The first and most obvious way of using business, would be for business to get involved in telling the government what skills it needs. In Singapore, there is a system whereby roughly every five years each industry spells out the changes that it expects to see in its industry in the next 3 – 5 years, and to identify the skills it will need. This, alongside a voucher given to every adult for them to spend on training opportunities with government-approved providers, helps Singaporeans navigate the changing economic landscape more effectively and with less fear. We should try this voucher here. Business will benefit, as will the workforce, through increased opportunities and increased productivity.
Another way – Businesses can directly help with the teaching of new or enhanced skills in the classroom – perhaps coding skills or advanced STEM subjects, perhaps taught in a less theoretical and more vocational way. Business can help supplement traditional teaching done by professional teachers. Local schools partnering with local businesses, to improve the quality of skills and teaching. Schoolchildren getting real world contact with businesses, not for a week manning the printer doing work experience, but in the classroom, engaging with real world problems and learning maths, engineering and science in a new way. This would broaden the experience and skillset of your workers, would strengthen your links with your local community, and allow you to develop relationships with capable sixth formers who you can recruit later in their careers.

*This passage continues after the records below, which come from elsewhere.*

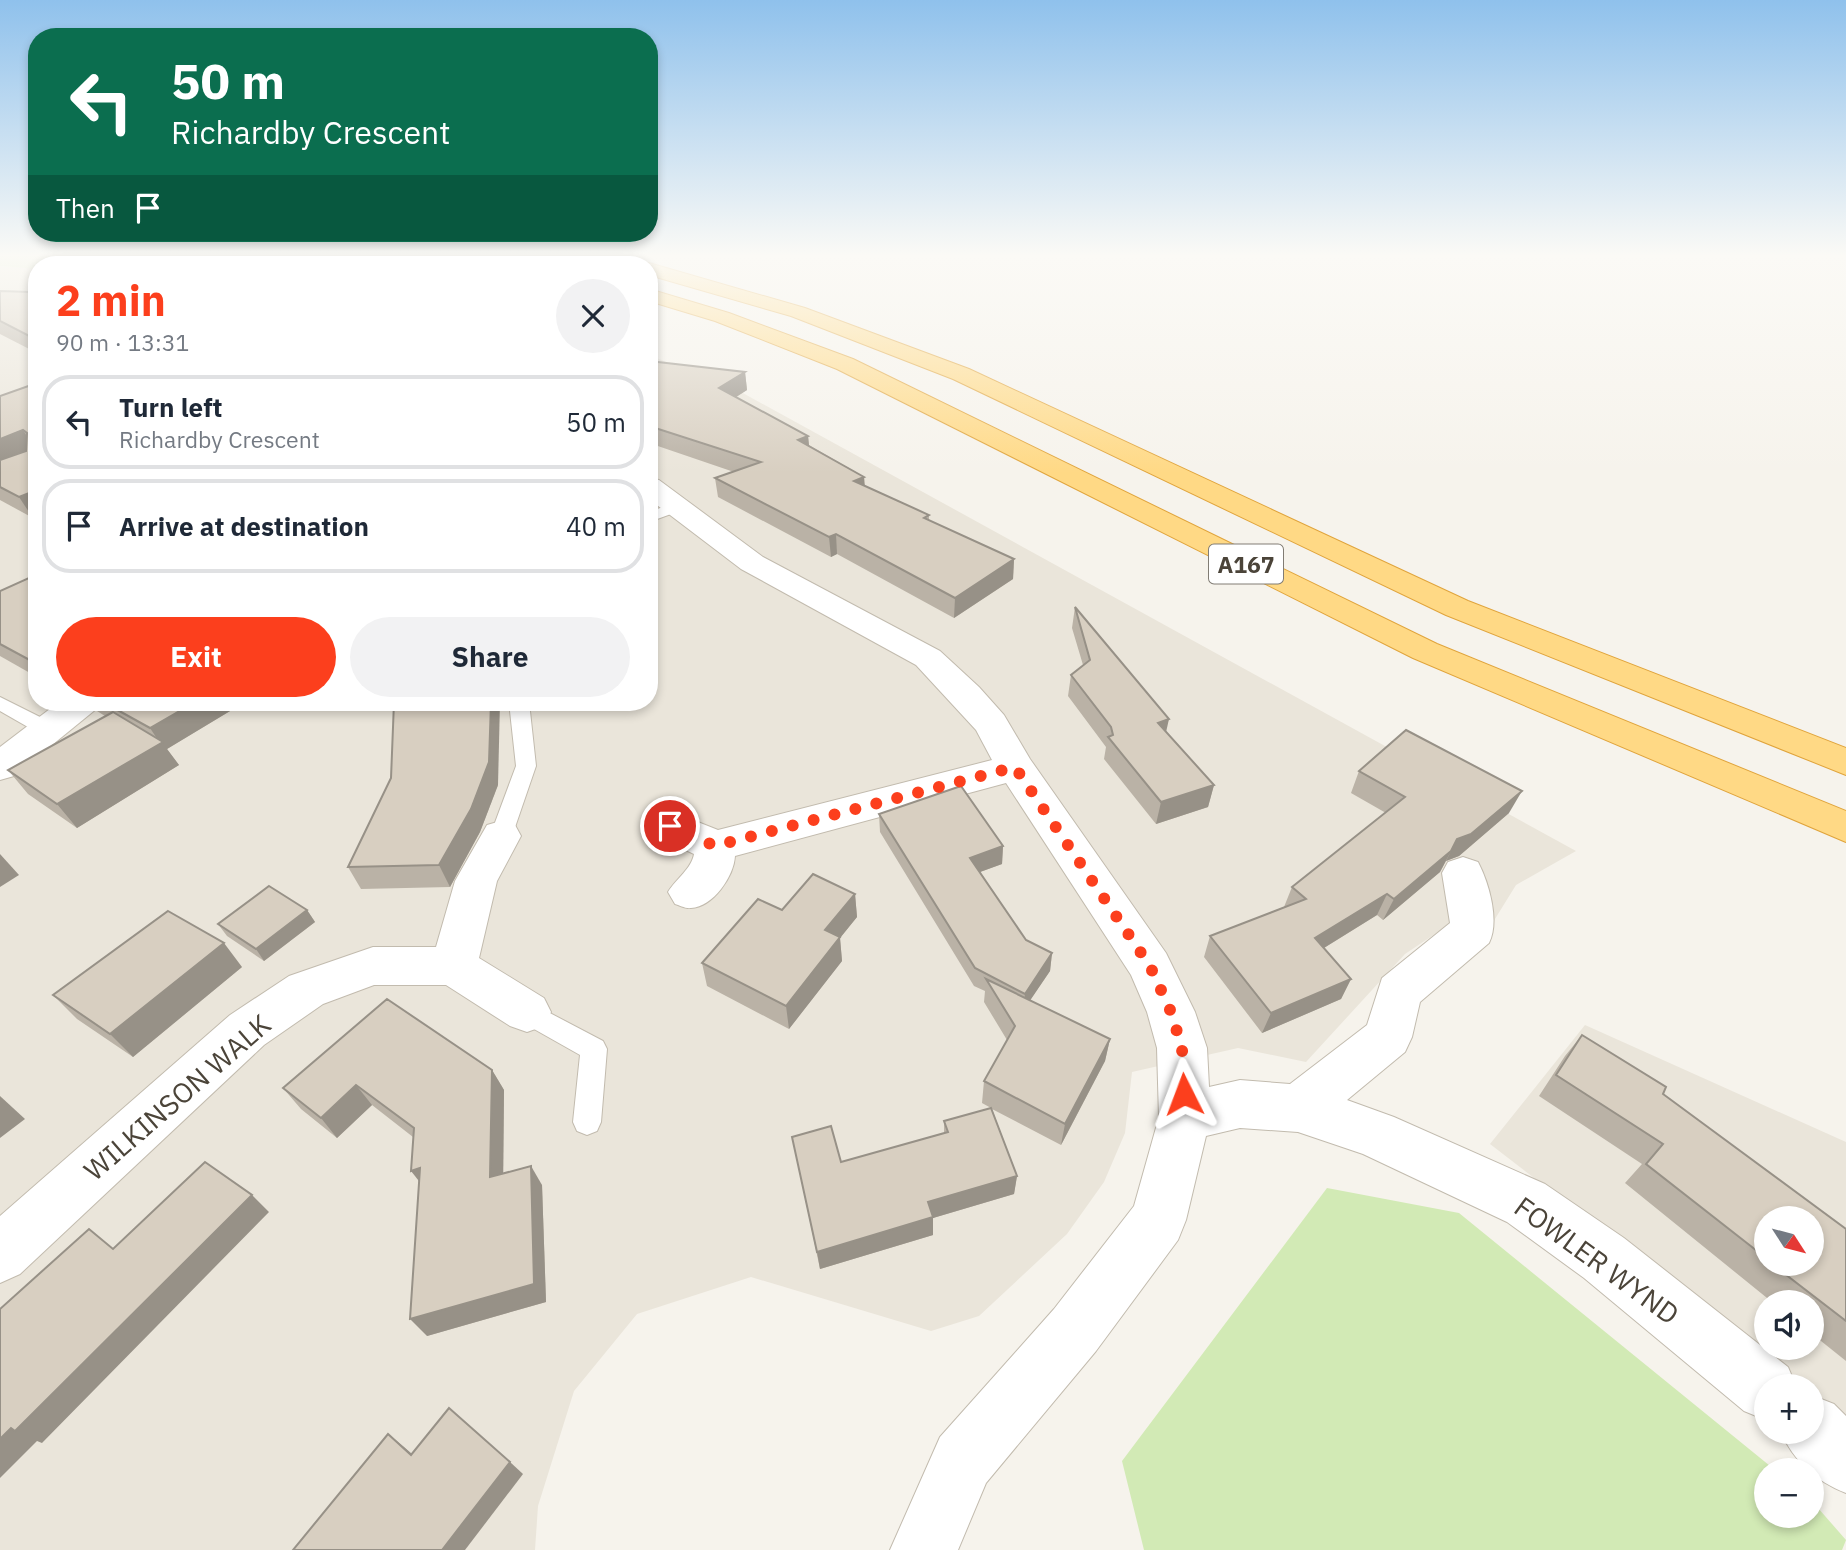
<!DOCTYPE html>
<html lang="en">
<head>
<meta charset="utf-8">
<style>
  :root { --surface:#fff; --page:#f2f2f3; --text:#1f2937; --muted:#747a83; --line:#e0e1e3; --accent:#fc3f1d }
  body { margin:0; font-family:"IBM Plex Sans",sans-serif; background:var(--page); color:var(--text); height:100vh; display:flex; flex-direction:column; font-size:26px; white-space:nowrap }
  * { box-sizing:border-box; margin:0 }
  p { font-size:23px; color:var(--muted) }
  .icon { flex:none; width:38px; height:38px; fill:none; stroke:currentColor; stroke-width:2; stroke-linecap:round; stroke-linejoin:round }
  .map { position:relative; flex:1; overflow:hidden }
  .details { position:absolute; left:28px; top:256px; width:630px; height:455px; display:flex; flex-direction:column; background:var(--surface); border-radius:28px; box-shadow:0 4px 10px #0003 }
  .details>* { flex:none }
  .banner { position:absolute; left:28px; top:28px; width:630px; height:214px; border-radius:28px; box-shadow:0 4px 10px #0003; background:#0b6e4f; color:#fff; overflow:hidden }
  .needle { width:46px; rotate:126deg }
  .tools { position:absolute; left:1754px; top:1206px; display:grid; gap:14px }
  .tools a { display:grid; place-items:center; width:70px; height:70px; border-radius:50%; background:var(--surface); box-shadow:0 4px 10px #0003; font-size:35px }
  .pin { position:absolute; display:grid; place-items:center; width:60px; height:60px; color:#fff; margin:-30px; border:4px solid #fff; border-radius:50%; box-shadow:0 2px 7px #0007 }
  .me { position:absolute; width:77px; margin:-38px; rotate:357deg; stroke-linejoin:round; filter:drop-shadow(0 0 5px #0008) }
  .turn { display:flex; align-items:center; gap:24px; height:147px; padding:0 28px; font-size:32px }
  .turn .icon { width:91px; height:91px; stroke-width:2.5 }
  .turn b { display:block; font-size:49px; line-height:60px }
  .then { display:flex; align-items:center; height:66px; padding:0 28px; background:#0003; gap:14px; font-size:26px }
  .round { display:grid; place-items:center; flex:none; width:74px; height:74px; border-radius:37px; background:var(--page) }
  .summary { display:flex; align-items:center; justify-content:space-between; height:119px; padding:0 28px }
  h1 { font-size:42px; font-weight:700; line-height:52px; color:var(--accent) }
  .action { display:flex; gap:14px; margin-top:auto; padding:14px 28px }
  .action a { flex:1; height:80px; border-radius:42px; background:var(--accent); color:#fff; font-size:28px; font-weight:700; line-height:80px; text-align:center }
  .action a+a { background:var(--page); color:var(--text) }
  ul { padding:0; list-style:none }
  li { display:flex; align-items:center; gap:21px; height:94px; margin:0 14px 10px; padding:0 14px; border:4px solid var(--line); border-radius:28px }
  li div { flex:1 }
  li b { display:block; font-size:26px }
  li em { font-style:normal }
  .map>svg:first-child { display:block }
  .residential { fill:#eae5da; fill-rule:evenodd }
  .green { fill:#d2eab5 }
  .lines { fill:none; stroke-linecap:round; stroke-linejoin:round }
  .service-casing { stroke:#c2bbae; stroke-width:2 }
  .minor-casing { stroke:#c2bbae; stroke-width:2 }
  .trunk-casing { stroke:#e0a43c; stroke-width:2 }
  .service { fill:#fff; fill-rule:evenodd }
  .minor { fill:#fff; fill-rule:evenodd }
  .trunk { fill:#ffd985; fill-rule:evenodd }
  .wall { fill:#bab2a6; fill-rule:evenodd }
  .shaded-wall { fill:#979187 }
  .building { fill:#d8cfc1; stroke:#979187; stroke-width:2 }
  .route { stroke:#fc3f1d; stroke-width:12; stroke-dasharray:0 21.6 }
  .labels { text-anchor:middle; dominant-baseline:central; stroke-width:6; stroke-linejoin:round; paint-order:stroke }
  .shield { fill:#fff; stroke:#817c74; stroke-width:2 }
  .shield-label { font-size:23px; font-weight:bold; fill:#4b4439 }
  .near-street-label { font-size:28px; fill:#4b4439; stroke:#fff }
</style>
</head>
<body>
<div class="map">
<svg width="1846" height="1550" viewBox="0 0 1846 1550">
  <rect width="100%" height="100%" fill="#f6f3ec"/>
  <g class="residential">
    <polygon points="0,266 37,269 37,702 649,702 649,355 741,392 1576,851 1516,885 1490,927 1459,918 1405,954 1306,1062 1238,1048 1132,1072 1125,1133 1104,1182 1067,1234 979,1316 931,1331 751,1277 637,1314 574,1391 538,1506 535,1550 0,1550"/>
    <path d="M1585,1025L1846,1142V1419L1811,1392V1386H1803L1490,1144ZM1766,1218H1811V1264H1766ZM1766,1302H1811V1348H1766Z"/>
  </g>
  <g class="green">
    <polygon points="0,256 326,256 381,264 37,264 37,269 0,266"/>
    <polygon points="1327,1188 1459,1213 1775,1470 1766,1470 1766,1516 1811,1516 1811,1500 1846,1540 1842,1550 1144,1550 1122,1461"/>
  </g>
  <g class="lines">
    <g class="service-casing">
      <g id="service">
        <polygon points="677,502 682,504 682,510 649,522 649,512"/>
        <polygon points="0,697 54,724 57,729 47,736 40,734 0,711"/>
        <polygon points="509,702 529,702 536,766 512,836 509,842 493,842 490,836 516,766"/>
        <polygon points="527,1001 603,1041 607,1049 601,1122 597,1131 587,1135 577,1131 573,1122 580,1055 518,1020 514,1012 518,1004"/>
      </g>
    </g>
    <g class="minor-casing">
      <g id="minor">
        <path d="M649,478L659,480L763,557L940,651L979,687L1004,715L1030,759L1166,953L1195,1012L1207,1048L1209,1087L1240,1080L1290,1084L1367,1025L1382,978L1450,923L1442,873L1448,862L1463,857L1478,862C1489,883 1500,921 1489,943L1420,1002L1412,1037L1405,1052L1347,1100L1394,1117L1545,1184L1624,1238L1788,1367L1796,1386H1766V1420L1744,1411L1584,1278L1507,1222L1363,1154L1298,1132L1240,1128L1206,1136L1186,1220L1178,1240L1096,1351L986,1483L958,1550H890L940,1437L1054,1309L1134,1206L1159,1117L1157,1048L1147,1012L1131,975L1006,783L735,856C734,876 713,907 691,908C686,909 679,905 675,904L668,892C676,879 692,868 694,854L656,836L650,826L656,816L670,811L718,830L992,760L976,730L916,665L741,569L649,499Z"/>
        <polygon points="59,702 100,702 95,710 14,776 0,780 0,747"/>
        <polygon points="501,821 515,825 521,836 497,881 479,958 544,998 551,1012 544,1026 527,1032 510,1026 446,985 374,985 323,1004 264,1045 20,1274 0,1283 0,1216 230,1015 289,976 373,947 436,947 455,881 487,825"/>
        <path d="M1811,1395L1834,1404L1846,1416V1493C1816,1481 1794,1462 1781,1432H1811Z"/>
      </g>
    </g>
    <g class="trunk-casing">
      <g id="trunk">
        <polygon points="456,256 497,256 520,260 522,264 481,264 458,260"/>
        <polygon points="578,256 616,256 638,260 640,264 602,264 580,260"/>
        <polygon points="649,263 805,308 969,369 1468,601 1846,748 1846,775 1446,615 953,379 791,316 649,275 649,264 645,264"/>
        <polygon points="649,289 729,313 853,359 1437,644 1846,811 1846,842 1413,658 837,369 715,321 649,301"/>
      </g>
    </g>
    <use href="#service" class="service"/>
    <use href="#minor" class="minor"/>
    <use href="#trunk" class="trunk"/>
  </g>
  <g class="wall">
    <polygon points="0,291 37,294 37,353 0,334"/>
    <polygon points="649,361 745,372 747,390 736,397 808,436 809,445 864,477 865,486 929,515 929,521 1014,559 1013,579 954,618 837,554 831,557 718,497 715,478 734,472 649,443"/>
    <polygon points="37,383 37,516 33,518 0,500 0,396"/>
    <polygon points="37,580 37,677 0,656 0,591"/>
    <polygon points="1075,607 1166,732 1214,785 1208,807 1156,824 1104,759 1106,747 1068,696 1071,675 1083,665 1072,628"/>
    <polygon points="90,702 245,702 167,749 179,765 77,828 28,794 8,770 105,716 97,711"/>
    <polygon points="1359,771 1509,813 1459,856 1446,861 1440,872 1383,920 1377,915 1324,948 1351,979 1341,999 1262,1033 1204,957 1210,936 1284,907 1292,887 1386,813 1351,793"/>
    <polygon points="498,785 480,832 450,887 361,889 348,867"/>
    <polygon points="879,814 1003,846 1002,864 980,872 1026,940 1052,953 1050,971 1030,1000 1110,1039 1105,1061 1061,1145 992,1109 1017,1176 1014,1194 933,1218 933,1235 820,1269 792,1137 841,1162 944,1133 944,1121 991,1108 982,1103 984,1081 1007,1040 984,1002 985,991 974,986 880,832"/>
    <polygon points="855,894 857,917 840,938 842,961 789,1029 707,986 702,963 782,910"/>
    <polygon points="307,910 315,922 264,961 227,936 218,924"/>
    <polygon points="242,967 133,1057 77,1019 53,995"/>
    <path d="M1582,1035L1846,1229V1361L1811,1333V1302H1772L1625,1183L1642,1164L1539,1096L1565,1056ZM1766,1218L1811,1264H1766Z"/>
    <polygon points="492,1070 504,1090 503,1173 542,1185 546,1302 427,1336 419,1181 413,1137 372,1105 337,1138 301,1109 283,1088"/>
  </g>
  <g class="shaded-wall">
    <polygon points="745,372 747,390 722,406 719,388"/>
    <polygon points="23,430 36,451 0,464 0,439"/>
    <polygon points="808,436 810,455 798,440"/>
    <polygon points="864,477 865,496 854,481"/>
    <polygon points="37,490 37,516 33,518 19,497"/>
    <polygon points="836,534 837,554 831,557 829,537"/>
    <polygon points="1014,559 1013,579 954,618 955,598"/>
    <polygon points="195,702 245,702 167,749 179,765 77,828 57,804 160,743 150,728"/>
    <polygon points="491,702 500,702 498,785 480,832 450,887 439,865"/>
    <polygon points="1169,719 1164,741 1158,723"/>
    <polygon points="1214,785 1208,807 1156,824 1161,802"/>
    <polygon points="1522,791 1509,813 1459,856 1446,861 1457,839"/>
    <polygon points="1003,846 1002,864 969,876 970,858"/>
    <polygon points="1451,851 1440,872 1383,920 1394,899"/>
    <polygon points="0,854 19,875 0,887"/>
    <polygon points="855,894 857,917 840,938 842,961 789,1029 786,1006 825,930"/>
    <polygon points="1387,894 1377,915 1306,959 1315,938"/>
    <polygon points="307,910 315,922 264,961 256,949"/>
    <polygon points="224,943 242,967 133,1057 110,1034"/>
    <polygon points="1052,953 1050,971 1023,1011 1025,994"/>
    <polygon points="1351,979 1341,999 1262,1033 1271,1013"/>
    <polygon points="1110,1039 1105,1061 1061,1145 1065,1124"/>
    <polygon points="492,1070 504,1090 503,1196 490,1177"/>
    <polygon points="356,1085 372,1105 337,1138 321,1118"/>
    <polygon points="0,1096 25,1119 0,1138"/>
    <polygon points="531,1166 542,1185 546,1302 427,1336 410,1319"/>
    <polygon points="420,1168 426,1190 411,1171"/>
    <polygon points="1017,1176 1014,1194 933,1218 933,1235 820,1269 817,1252 928,1202"/>
    <polygon points="252,1195 269,1212 42,1443 37,1441 0,1478 0,1439"/>
    <polygon points="388,1434 404,1447 427,1467 411,1455"/>
    <polygon points="510,1462 523,1474 465,1550 442,1550"/>
  </g>
  <g class="building">
    <polygon points="0,291 30,292 37,294 37,340 0,321"/>
    <polygon points="649,361 745,372 719,388 808,436 798,440 864,477 854,481 929,515 924,518 1014,559 955,598 836,534 829,537 715,478 761,462 649,426"/>
    <polygon points="37,383 37,490 19,497 0,487 0,460 26,451 27,433 23,430 0,439 0,396"/>
    <polygon points="31,577 37,580 37,664 0,644 0,591"/>
    <polygon points="1075,607 1169,719 1158,723 1214,785 1161,802 1108,737 1113,735 1111,727 1071,675 1090,660"/>
    <polygon points="103,702 195,702 150,728"/>
    <polygon points="394,702 491,702 489,762 471,809 439,865 348,867 391,778"/>
    <polygon points="113,712 163,742 57,804 8,770"/>
    <polygon points="1406,730 1522,791 1471,834 1457,839 1451,851 1394,899 1387,894 1315,938 1351,979 1271,1013 1210,936 1306,899 1292,887 1405,797 1359,771"/>
    <polygon points="961,786 1003,846 970,858 1026,940 1052,953 1025,994 975,968 879,814"/>
    <polygon points="813,874 855,894 825,930 840,937 786,1006 702,963 758,899 782,910"/>
    <polygon points="269,886 307,910 256,949 218,924"/>
    <polygon points="168,911 224,943 110,1034 53,995"/>
    <polygon points="986,979 1110,1039 1065,1124 984,1081 1015,1026"/>
    <polygon points="387,999 492,1070 490,1177 531,1166 534,1284 410,1319 420,1168 411,1171 414,1128 356,1085 321,1118 283,1088"/>
    <polygon points="1582,1035 1666,1087 1663,1094 1846,1229 1846,1321 1772,1264 1811,1264 1811,1218 1766,1218 1766,1258 1646,1164 1663,1144 1556,1075"/>
    <polygon points="991,1108 1017,1176 928,1202 933,1217 817,1252 792,1137 831,1126 841,1162 948,1132 944,1121"/>
    <polygon points="205,1162 252,1195 15,1431 11,1428 0,1439 0,1309 89,1229 113,1249"/>
    <polygon points="449,1408 510,1462 442,1550 293,1550 388,1434 411,1455"/>
  </g>
  <linearGradient id="sky" x2="0" y2="1"><stop stop-color="#8fc1ec"/><stop offset="0.54" stop-color="#fbfaf6"/><stop offset="1" stop-color="#fbfaf6" stop-opacity="0"/></linearGradient>
  <rect width="1846" height="473" fill="url(#sky)"/>
  <g class="lines">
    <polyline class="route" points="670,826 715,846 1015,767 1150,966 1171,1012 1182,1048 1184,1094"/>
  </g>
  <g class="labels">
    <rect class="shield" x="1209" y="544.5" width="74" height="39" rx="5"/>
    <g class="shield-label">
      <text x="1246" y="564">A167</text>
    </g>
    <g class="near-street-label">
      <text transform="translate(177 1097) rotate(-41)">WILKINSON WALK</text>
      <text transform="translate(1597 1260) rotate(36)">FOWLER WYND</text>
    </g>
  </g>
</svg>
<div class="tools">
<a><svg class="needle" viewBox="-14 -14 28 28"><path d="M0-13l5 13h-10z" fill="#e53935"/><path d="M0 13l5-13h-10z" fill="#747a83"/></svg></a>
<a><svg class="icon" aria-label="sound" viewBox="0 0 24 24"><path d="M4 9h4l5-4v14l-5-4H4zM17 9q2 3 0 6"/></svg></a>
<a>+</a>
<a>−</a>
</div>
<div class="pin" style="left:670px;top:826px;background:#d93025"><svg class="icon" aria-label="arrive" viewBox="0 0 24 24"><path d="M6 21V4h12l-3 4 3 4H6"/></svg></div>
<svg class="me" style="left:1184px;top:1094px" viewBox="-20 -20 40 40"><path d="M0-17L14 15 0 8-14 15z" fill="#fc3f1d" stroke="#fff" stroke-width="4"/></svg>
<div class="banner">
<div class="turn"><svg class="icon" aria-label="left" viewBox="0 0 24 24"><path d="M17 20v-9H6M10 6l-5 5 5 5"/></svg><div><b>50 m</b>Richardby Crescent</div></div>
<div class="then">Then<svg class="icon" aria-label="arrive" viewBox="0 0 24 24"><path d="M6 21V4h12l-3 4 3 4H6"/></svg></div>
</div>
<section class="details">
<div class="summary"><div><h1>2 min</h1><p>90 m · 13:31</p></div><a class="round"><svg class="icon" aria-label="close" viewBox="0 0 24 24"><path d="M6 6l12 12M18 6L6 18"/></svg></a></div>
<ul>
<li><svg class="icon" aria-label="left" viewBox="0 0 24 24"><path d="M17 20v-9H6M10 6l-5 5 5 5"/></svg><div><b>Turn left</b><p>Richardby Crescent</p></div><em>50 m</em></li>
<li><svg class="icon" aria-label="arrive" viewBox="0 0 24 24"><path d="M6 21V4h12l-3 4 3 4H6"/></svg><div><b>Arrive at destination</b></div><em>40 m</em></li>
</ul>
<div class="action"><a>Exit</a><a>Share</a></div>
</section>
</div>
</body>
</html>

Finally, we need to try and develop the culture of lifelong education if we are to succeed in this new age. If we could work out a scheme with the Treasury that would see the Government top up the new apprenticeship levy, this would mean that employers would be able to further develop the training of their workers. Not just entry level apprentices, but middle and senior level managerial jobs. The money could go straight into training beyond apprenticeship level, and ensure that companies have a workforce with the skills they most need, ready to stay ahead in this 21st-century industrial revolution.
Conclusion
I know that you are all acutely aware of the impact of the digital revolution in your businesses. What I have tried to do today is put those changes in a context of how we might revitalise and repower Britain after Brexit, to fundamentally shift how we think about education from a relatively short, one-off process, run by the state, at the beginning of our lives to being a constant, ongoing, exciting process of adaptation to rapid technological change, with business, government and people – the British people – working hand in hand. I know I am in a room full of financiers and businessmen – you know that the most important capital is human capital. If we get this right for the next generation, Britain will prosper because we will have a better-educated workforce, at all levels, with a much greater ability to benefit from modern technological change in the new 21st-century economy. Our businesses, and economies, will be more successful, more productive and more profitable. Let’s not miss this opportunity.